Collect from the data below each line with "Курчатова".

***** Records shown *****

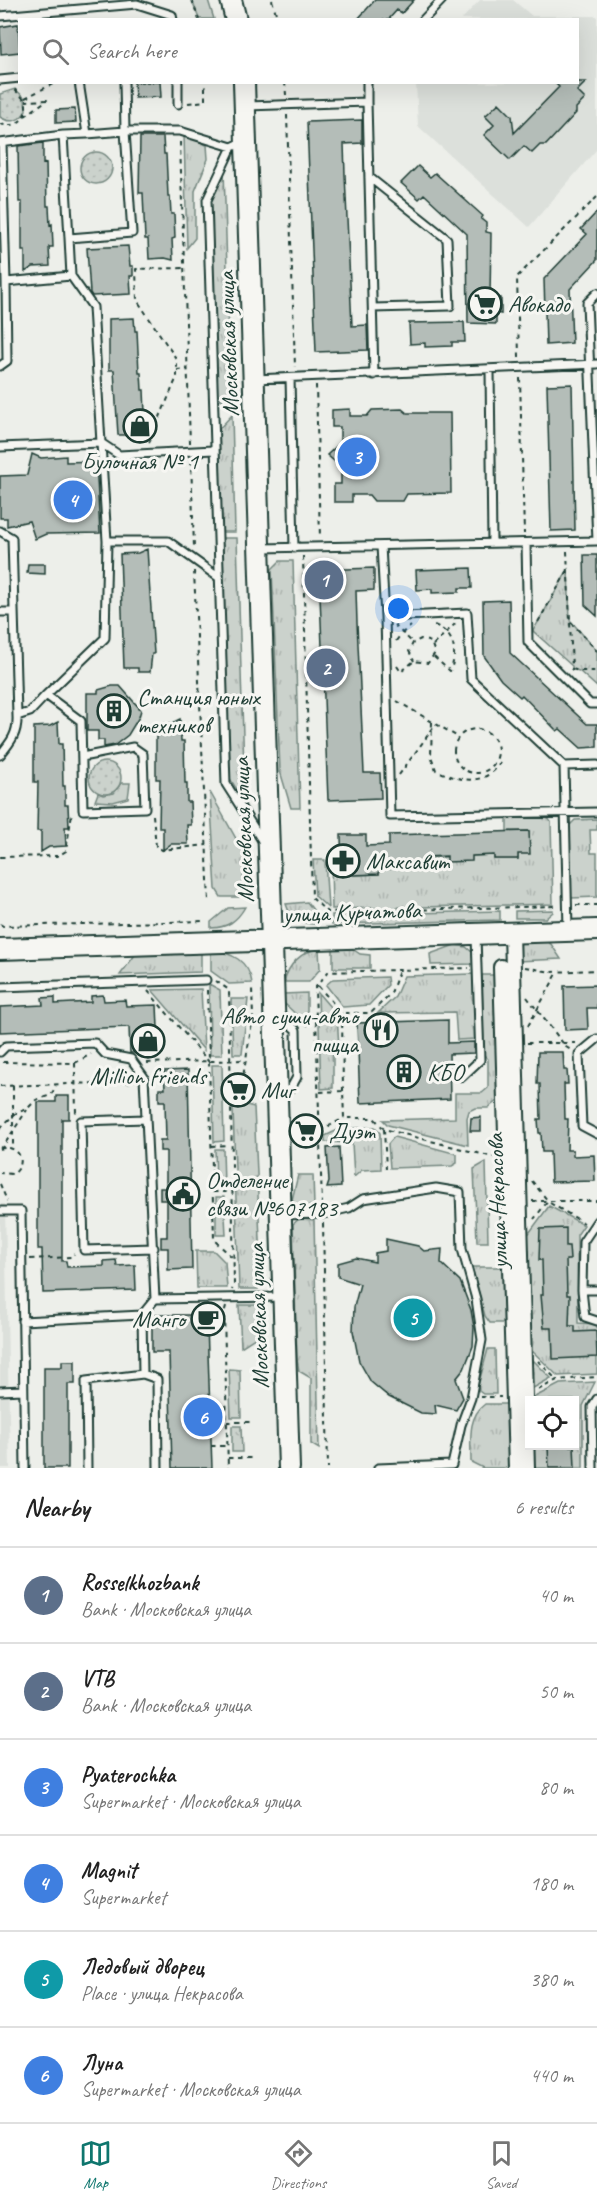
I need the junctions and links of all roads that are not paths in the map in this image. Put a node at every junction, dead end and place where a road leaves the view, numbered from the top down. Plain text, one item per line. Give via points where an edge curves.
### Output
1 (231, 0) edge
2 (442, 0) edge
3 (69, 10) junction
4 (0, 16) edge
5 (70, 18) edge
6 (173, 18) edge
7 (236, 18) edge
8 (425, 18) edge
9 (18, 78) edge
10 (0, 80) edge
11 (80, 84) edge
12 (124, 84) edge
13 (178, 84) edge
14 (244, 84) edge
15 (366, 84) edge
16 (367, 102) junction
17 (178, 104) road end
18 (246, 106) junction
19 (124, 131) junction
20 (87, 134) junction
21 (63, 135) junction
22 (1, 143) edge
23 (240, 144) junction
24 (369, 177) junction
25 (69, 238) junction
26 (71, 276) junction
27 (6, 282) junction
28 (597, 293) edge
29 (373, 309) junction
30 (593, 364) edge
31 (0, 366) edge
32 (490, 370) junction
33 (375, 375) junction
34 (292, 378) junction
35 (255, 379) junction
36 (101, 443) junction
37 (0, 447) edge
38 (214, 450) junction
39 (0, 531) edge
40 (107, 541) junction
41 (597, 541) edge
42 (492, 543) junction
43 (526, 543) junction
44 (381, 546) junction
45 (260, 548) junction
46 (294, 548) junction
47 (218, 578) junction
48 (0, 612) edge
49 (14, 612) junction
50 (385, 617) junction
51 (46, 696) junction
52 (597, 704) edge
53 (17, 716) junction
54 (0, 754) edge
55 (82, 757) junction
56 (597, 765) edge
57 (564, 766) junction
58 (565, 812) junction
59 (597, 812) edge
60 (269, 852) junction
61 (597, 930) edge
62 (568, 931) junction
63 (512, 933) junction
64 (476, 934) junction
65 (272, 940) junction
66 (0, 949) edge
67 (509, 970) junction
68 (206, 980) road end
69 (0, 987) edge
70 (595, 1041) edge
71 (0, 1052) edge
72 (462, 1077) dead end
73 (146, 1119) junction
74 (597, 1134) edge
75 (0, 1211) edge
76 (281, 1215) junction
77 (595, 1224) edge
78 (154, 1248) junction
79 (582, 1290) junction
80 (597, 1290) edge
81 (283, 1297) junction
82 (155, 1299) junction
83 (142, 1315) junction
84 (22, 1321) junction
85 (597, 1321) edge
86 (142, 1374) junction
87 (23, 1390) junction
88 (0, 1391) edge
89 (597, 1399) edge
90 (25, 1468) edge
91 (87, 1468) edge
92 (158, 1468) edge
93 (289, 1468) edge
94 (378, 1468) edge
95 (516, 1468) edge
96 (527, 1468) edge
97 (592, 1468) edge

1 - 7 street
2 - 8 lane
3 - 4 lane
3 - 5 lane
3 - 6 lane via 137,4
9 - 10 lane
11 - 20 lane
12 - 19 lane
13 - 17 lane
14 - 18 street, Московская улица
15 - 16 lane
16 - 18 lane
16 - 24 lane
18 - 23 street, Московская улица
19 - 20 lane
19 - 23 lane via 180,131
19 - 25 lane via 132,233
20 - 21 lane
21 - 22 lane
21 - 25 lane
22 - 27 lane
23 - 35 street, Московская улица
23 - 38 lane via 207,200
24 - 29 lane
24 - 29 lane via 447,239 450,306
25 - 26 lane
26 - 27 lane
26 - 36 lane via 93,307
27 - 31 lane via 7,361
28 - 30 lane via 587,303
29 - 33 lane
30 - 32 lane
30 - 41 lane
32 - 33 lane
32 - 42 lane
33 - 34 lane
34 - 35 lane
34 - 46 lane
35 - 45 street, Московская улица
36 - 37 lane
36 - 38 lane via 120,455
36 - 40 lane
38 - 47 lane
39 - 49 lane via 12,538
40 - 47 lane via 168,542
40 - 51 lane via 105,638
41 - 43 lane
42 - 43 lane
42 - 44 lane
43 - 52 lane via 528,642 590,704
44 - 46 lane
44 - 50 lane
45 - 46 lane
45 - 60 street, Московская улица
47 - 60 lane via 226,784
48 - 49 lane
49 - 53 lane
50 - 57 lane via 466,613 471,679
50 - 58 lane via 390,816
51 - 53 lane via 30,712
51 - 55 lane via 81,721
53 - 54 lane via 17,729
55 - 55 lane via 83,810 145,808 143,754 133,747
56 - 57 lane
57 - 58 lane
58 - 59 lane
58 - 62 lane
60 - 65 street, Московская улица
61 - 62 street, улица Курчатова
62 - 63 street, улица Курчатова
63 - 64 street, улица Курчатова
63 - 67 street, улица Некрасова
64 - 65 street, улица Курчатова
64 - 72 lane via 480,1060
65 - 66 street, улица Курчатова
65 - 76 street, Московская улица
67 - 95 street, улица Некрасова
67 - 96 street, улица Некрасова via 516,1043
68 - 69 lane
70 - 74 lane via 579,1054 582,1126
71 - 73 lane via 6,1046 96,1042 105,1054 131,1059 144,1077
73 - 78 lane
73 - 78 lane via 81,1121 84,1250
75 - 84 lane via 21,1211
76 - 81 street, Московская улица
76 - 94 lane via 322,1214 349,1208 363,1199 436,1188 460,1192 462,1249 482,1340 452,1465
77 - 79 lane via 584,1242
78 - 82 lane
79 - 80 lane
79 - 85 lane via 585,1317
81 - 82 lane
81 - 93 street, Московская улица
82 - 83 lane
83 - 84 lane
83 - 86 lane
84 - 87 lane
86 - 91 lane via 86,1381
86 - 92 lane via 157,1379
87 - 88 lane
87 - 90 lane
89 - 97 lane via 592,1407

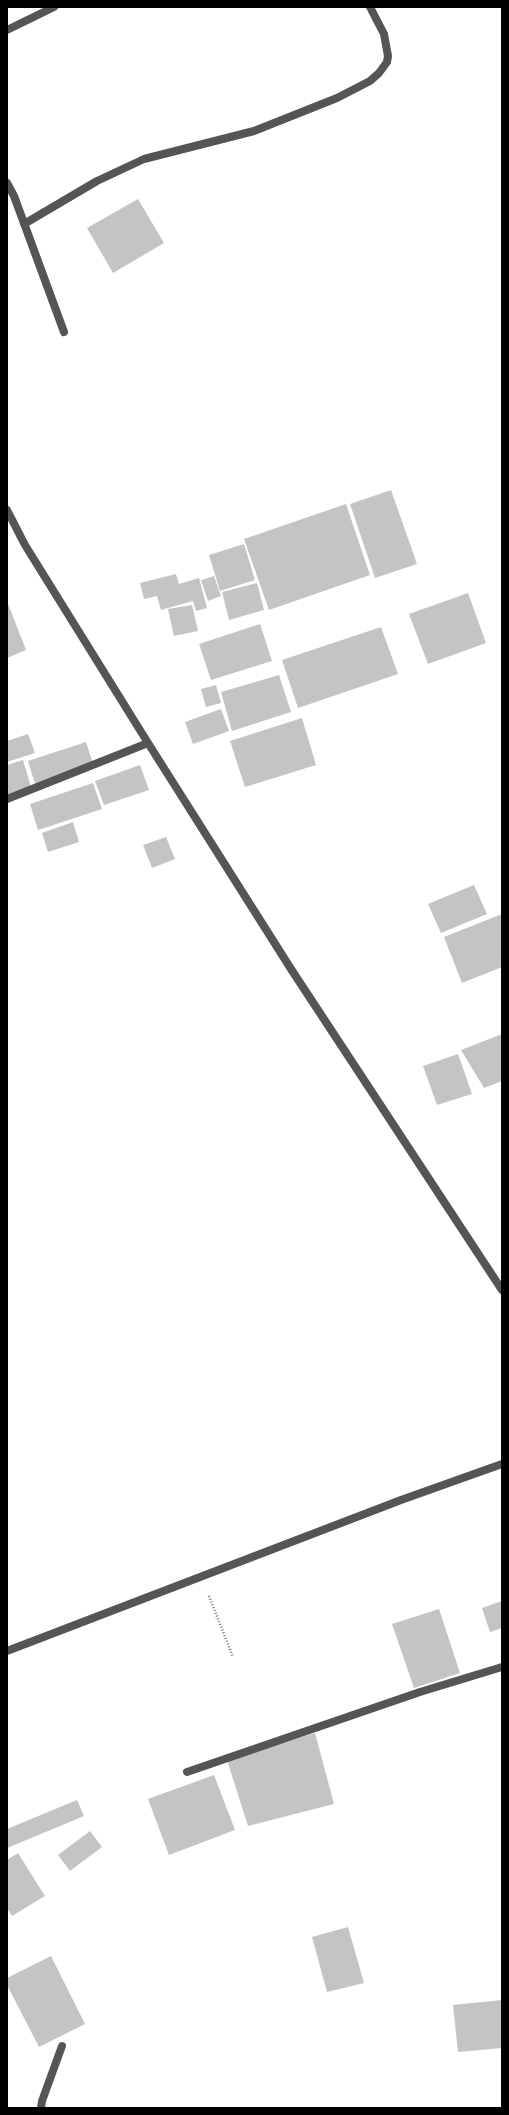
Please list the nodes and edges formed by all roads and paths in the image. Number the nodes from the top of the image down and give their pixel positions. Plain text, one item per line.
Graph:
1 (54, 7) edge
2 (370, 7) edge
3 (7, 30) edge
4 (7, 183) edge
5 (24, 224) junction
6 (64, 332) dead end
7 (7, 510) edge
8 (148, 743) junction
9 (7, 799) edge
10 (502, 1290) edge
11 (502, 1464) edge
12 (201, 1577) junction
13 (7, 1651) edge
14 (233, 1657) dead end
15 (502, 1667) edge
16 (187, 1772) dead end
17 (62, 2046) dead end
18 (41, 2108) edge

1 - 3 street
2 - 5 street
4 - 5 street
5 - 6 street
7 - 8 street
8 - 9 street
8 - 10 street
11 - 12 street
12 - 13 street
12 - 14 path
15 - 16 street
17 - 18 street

*****
***** Records shown *****

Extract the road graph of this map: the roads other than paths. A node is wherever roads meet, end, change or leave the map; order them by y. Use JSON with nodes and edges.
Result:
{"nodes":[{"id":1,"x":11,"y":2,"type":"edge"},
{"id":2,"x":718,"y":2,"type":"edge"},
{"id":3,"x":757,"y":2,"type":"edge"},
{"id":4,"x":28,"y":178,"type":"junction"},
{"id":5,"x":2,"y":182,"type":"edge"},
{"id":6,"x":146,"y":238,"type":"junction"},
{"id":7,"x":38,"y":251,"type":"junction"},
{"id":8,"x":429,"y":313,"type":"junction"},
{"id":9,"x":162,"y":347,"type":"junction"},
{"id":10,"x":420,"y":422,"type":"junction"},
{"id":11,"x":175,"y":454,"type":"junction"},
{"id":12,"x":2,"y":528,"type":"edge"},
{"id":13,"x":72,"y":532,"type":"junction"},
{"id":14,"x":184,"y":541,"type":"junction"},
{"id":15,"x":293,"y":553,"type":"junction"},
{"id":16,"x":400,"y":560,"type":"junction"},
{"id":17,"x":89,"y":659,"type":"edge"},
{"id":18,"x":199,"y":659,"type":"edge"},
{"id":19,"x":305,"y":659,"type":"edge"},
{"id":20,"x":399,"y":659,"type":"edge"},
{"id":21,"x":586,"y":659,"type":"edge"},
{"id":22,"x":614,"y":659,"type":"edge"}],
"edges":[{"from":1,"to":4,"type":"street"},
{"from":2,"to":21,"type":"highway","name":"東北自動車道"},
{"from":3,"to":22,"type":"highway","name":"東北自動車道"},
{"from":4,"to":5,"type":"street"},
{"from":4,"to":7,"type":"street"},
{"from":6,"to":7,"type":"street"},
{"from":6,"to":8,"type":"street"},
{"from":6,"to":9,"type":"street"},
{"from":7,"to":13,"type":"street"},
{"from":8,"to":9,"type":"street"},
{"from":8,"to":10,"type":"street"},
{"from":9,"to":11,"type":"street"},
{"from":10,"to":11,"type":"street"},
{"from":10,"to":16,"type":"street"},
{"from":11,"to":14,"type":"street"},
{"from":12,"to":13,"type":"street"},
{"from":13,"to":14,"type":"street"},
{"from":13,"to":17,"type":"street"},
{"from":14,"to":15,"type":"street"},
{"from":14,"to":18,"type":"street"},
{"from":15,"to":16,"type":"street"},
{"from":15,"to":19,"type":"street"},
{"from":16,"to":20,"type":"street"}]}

*****
***** Records shown *****

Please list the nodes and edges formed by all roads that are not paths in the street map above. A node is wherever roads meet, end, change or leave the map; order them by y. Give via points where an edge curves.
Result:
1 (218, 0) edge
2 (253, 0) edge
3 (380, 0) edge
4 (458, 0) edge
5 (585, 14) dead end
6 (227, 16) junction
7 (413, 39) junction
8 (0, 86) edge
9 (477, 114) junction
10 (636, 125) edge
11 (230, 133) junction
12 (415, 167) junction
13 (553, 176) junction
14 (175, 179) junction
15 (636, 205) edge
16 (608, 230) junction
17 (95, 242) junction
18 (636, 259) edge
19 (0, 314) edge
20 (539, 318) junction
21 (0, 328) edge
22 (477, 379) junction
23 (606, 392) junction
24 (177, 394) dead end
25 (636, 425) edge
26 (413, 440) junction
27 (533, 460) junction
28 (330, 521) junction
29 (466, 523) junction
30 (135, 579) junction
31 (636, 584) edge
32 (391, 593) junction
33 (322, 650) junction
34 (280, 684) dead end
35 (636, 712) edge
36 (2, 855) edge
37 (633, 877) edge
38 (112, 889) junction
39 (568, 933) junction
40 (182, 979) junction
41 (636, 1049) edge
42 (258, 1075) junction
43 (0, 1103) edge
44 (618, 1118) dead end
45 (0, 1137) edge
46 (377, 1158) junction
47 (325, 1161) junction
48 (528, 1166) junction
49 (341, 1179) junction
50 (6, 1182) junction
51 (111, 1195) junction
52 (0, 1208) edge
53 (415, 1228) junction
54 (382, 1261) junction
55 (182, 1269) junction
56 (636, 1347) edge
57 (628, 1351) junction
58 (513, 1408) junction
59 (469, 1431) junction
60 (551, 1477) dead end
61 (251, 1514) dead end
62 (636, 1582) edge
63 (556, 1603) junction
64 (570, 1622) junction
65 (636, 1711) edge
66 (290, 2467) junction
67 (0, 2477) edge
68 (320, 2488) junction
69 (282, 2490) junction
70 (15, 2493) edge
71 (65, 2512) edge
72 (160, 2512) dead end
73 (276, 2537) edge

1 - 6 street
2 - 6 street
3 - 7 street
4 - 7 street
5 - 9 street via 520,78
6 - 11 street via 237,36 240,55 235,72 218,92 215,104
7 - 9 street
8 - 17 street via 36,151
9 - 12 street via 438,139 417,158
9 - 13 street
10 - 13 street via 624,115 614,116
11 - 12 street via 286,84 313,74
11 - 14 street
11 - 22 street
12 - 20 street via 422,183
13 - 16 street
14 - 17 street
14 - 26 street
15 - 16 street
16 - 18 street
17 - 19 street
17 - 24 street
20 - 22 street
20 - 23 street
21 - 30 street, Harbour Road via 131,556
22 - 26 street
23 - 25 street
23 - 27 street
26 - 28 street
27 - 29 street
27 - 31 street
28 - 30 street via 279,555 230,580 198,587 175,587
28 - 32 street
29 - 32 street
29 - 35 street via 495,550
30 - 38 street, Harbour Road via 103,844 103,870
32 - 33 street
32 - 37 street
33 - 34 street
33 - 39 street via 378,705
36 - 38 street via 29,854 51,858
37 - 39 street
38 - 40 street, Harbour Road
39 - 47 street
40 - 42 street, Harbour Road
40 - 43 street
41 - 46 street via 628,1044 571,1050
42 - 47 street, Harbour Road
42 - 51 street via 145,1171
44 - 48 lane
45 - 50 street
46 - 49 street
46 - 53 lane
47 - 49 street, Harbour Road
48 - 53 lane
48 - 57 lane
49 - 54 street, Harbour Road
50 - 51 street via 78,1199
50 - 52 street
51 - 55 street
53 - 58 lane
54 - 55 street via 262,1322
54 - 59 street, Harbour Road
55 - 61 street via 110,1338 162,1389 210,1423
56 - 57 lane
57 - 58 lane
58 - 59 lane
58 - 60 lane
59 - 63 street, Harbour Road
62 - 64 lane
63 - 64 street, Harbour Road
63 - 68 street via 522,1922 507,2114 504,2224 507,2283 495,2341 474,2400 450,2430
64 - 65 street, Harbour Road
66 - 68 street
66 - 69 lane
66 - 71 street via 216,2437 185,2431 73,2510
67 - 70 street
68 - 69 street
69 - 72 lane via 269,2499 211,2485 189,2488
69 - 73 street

*****

Solution.
61 - 62 street, улица Курчатова
62 - 63 street, улица Курчатова
63 - 64 street, улица Курчатова
64 - 65 street, улица Курчатова
65 - 66 street, улица Курчатова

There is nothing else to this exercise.